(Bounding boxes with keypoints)
☆ ☆ ☆ ☆ ☆ ☆ ☆

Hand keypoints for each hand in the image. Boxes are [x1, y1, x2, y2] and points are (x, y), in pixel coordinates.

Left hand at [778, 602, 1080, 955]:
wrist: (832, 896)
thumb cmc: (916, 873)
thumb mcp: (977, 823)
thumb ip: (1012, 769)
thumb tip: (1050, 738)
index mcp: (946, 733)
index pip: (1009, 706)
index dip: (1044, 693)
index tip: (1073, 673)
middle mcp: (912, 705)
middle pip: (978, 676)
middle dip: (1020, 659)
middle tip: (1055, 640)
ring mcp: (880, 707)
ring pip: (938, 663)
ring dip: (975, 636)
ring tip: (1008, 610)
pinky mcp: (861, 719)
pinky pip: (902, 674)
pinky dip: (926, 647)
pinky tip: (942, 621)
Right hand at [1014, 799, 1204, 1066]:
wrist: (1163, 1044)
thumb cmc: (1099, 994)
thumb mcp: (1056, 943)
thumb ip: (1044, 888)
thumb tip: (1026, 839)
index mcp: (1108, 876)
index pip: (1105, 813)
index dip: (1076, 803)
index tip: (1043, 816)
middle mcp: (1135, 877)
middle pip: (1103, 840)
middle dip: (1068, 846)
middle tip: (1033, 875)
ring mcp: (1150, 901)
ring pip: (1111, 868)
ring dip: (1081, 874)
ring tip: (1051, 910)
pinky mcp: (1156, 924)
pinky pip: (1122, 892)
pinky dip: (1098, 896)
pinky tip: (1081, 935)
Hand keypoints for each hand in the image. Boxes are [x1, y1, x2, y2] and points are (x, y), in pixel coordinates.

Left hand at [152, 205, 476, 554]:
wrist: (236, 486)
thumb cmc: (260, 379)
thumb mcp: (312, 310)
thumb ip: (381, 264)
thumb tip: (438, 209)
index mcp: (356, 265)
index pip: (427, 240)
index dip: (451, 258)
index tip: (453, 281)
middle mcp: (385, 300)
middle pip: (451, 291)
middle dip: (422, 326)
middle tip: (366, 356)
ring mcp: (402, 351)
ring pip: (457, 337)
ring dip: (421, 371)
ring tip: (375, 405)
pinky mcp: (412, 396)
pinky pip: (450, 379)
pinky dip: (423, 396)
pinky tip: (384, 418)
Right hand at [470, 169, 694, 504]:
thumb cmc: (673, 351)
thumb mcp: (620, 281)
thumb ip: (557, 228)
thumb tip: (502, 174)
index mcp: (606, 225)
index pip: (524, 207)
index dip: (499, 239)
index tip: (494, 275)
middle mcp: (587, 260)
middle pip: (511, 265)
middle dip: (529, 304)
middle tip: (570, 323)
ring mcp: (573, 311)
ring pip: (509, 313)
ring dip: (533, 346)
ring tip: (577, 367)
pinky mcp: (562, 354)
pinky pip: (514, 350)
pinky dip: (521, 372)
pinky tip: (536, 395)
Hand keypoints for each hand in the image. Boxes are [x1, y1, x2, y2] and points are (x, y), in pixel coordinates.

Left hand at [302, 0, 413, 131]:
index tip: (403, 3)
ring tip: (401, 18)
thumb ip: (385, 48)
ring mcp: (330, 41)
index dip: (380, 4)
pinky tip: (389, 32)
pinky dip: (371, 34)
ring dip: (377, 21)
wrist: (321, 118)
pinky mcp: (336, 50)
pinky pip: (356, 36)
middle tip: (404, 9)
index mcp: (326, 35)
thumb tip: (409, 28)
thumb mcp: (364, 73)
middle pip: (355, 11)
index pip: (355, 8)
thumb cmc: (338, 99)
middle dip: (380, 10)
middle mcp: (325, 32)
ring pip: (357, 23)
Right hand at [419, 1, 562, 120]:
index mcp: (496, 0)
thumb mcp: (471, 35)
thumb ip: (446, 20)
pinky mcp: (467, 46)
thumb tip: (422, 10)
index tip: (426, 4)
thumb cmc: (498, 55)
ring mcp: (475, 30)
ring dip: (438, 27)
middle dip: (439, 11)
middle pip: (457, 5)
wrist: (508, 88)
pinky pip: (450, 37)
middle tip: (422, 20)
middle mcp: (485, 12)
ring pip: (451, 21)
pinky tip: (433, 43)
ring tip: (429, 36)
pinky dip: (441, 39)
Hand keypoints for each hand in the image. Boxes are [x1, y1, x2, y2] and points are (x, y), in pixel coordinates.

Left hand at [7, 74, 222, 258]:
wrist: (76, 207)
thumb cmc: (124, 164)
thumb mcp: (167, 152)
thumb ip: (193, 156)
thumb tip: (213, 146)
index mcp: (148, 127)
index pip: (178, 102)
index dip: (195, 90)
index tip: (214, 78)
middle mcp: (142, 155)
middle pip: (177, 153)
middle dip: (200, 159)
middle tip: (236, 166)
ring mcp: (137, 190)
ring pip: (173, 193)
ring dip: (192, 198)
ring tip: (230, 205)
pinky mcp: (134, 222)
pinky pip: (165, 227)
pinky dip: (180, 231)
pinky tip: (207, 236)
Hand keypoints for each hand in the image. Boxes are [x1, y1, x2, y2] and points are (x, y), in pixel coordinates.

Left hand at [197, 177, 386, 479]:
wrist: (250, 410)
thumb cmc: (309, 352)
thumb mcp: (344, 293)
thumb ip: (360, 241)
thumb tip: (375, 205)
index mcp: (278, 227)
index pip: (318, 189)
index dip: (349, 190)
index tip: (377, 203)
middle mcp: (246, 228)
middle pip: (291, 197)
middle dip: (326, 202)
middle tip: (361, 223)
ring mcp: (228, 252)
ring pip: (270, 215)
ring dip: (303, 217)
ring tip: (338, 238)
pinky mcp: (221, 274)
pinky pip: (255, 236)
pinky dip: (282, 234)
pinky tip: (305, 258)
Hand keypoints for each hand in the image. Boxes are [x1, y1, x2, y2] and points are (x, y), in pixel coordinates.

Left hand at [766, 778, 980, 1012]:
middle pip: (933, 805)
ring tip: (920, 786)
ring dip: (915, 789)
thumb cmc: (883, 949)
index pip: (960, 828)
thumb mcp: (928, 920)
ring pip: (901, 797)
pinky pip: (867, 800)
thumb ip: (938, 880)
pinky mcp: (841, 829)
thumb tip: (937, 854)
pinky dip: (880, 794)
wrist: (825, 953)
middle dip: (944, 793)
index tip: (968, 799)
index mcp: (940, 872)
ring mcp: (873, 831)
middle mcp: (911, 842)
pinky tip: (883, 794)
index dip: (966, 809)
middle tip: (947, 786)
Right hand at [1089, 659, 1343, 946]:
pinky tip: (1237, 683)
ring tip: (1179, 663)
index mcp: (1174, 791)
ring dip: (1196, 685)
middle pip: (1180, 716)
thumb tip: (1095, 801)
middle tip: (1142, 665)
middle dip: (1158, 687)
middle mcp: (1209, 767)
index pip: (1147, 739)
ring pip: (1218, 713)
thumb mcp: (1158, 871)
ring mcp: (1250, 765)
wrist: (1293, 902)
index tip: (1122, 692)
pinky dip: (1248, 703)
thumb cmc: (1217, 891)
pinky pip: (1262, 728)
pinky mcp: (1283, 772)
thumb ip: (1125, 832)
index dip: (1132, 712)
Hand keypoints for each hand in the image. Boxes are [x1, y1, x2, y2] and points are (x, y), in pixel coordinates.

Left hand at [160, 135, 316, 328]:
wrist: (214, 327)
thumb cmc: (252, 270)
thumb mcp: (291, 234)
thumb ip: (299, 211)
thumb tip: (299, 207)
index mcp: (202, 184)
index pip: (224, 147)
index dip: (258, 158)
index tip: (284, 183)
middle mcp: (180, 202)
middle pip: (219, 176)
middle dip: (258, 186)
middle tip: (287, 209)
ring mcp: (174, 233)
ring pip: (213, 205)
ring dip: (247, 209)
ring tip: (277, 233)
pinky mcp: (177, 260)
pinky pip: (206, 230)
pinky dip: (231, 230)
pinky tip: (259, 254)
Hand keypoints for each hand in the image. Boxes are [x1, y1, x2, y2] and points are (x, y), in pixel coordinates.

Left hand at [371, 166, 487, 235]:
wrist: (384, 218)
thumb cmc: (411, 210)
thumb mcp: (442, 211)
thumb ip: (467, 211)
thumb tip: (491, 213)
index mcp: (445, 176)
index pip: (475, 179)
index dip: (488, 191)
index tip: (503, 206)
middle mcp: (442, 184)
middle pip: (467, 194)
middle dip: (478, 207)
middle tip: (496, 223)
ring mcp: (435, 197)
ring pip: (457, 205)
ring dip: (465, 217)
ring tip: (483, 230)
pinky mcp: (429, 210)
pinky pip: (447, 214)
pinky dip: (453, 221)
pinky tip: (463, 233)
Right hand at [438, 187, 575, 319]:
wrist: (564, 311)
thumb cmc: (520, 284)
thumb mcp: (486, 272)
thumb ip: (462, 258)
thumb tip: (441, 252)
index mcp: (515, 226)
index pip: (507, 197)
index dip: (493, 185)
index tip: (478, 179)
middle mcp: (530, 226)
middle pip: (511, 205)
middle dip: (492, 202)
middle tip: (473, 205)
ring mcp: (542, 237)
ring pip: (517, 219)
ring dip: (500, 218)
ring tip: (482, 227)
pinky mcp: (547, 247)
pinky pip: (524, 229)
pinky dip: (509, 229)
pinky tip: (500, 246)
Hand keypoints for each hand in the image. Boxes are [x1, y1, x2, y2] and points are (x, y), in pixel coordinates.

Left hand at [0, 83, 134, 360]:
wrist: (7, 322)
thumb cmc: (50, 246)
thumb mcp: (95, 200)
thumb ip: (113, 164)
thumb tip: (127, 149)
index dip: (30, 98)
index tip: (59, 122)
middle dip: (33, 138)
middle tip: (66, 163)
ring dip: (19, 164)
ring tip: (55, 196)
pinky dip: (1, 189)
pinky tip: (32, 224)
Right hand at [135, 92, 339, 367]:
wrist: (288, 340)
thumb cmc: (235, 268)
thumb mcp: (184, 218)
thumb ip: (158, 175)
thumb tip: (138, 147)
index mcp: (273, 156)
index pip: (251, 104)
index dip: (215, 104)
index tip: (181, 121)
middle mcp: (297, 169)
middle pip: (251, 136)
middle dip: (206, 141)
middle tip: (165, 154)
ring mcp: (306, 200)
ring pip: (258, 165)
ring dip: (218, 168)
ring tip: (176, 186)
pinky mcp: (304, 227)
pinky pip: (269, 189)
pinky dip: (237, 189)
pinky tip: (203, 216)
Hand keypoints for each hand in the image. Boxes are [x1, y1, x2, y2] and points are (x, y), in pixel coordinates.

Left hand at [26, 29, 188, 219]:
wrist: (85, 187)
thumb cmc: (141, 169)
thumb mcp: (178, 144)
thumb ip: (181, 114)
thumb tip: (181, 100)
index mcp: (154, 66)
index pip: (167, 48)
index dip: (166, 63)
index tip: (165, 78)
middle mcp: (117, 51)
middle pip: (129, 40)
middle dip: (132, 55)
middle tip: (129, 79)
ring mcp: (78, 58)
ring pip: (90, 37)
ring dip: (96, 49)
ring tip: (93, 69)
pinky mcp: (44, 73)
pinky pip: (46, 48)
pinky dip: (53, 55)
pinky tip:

☆ ☆ ☆ ☆ ☆ ☆ ☆

HOW TO COMPLETE THIS TASK: A single number is required: the count of lines in the data that contain the string "Left".

ANSWER SPACE: 10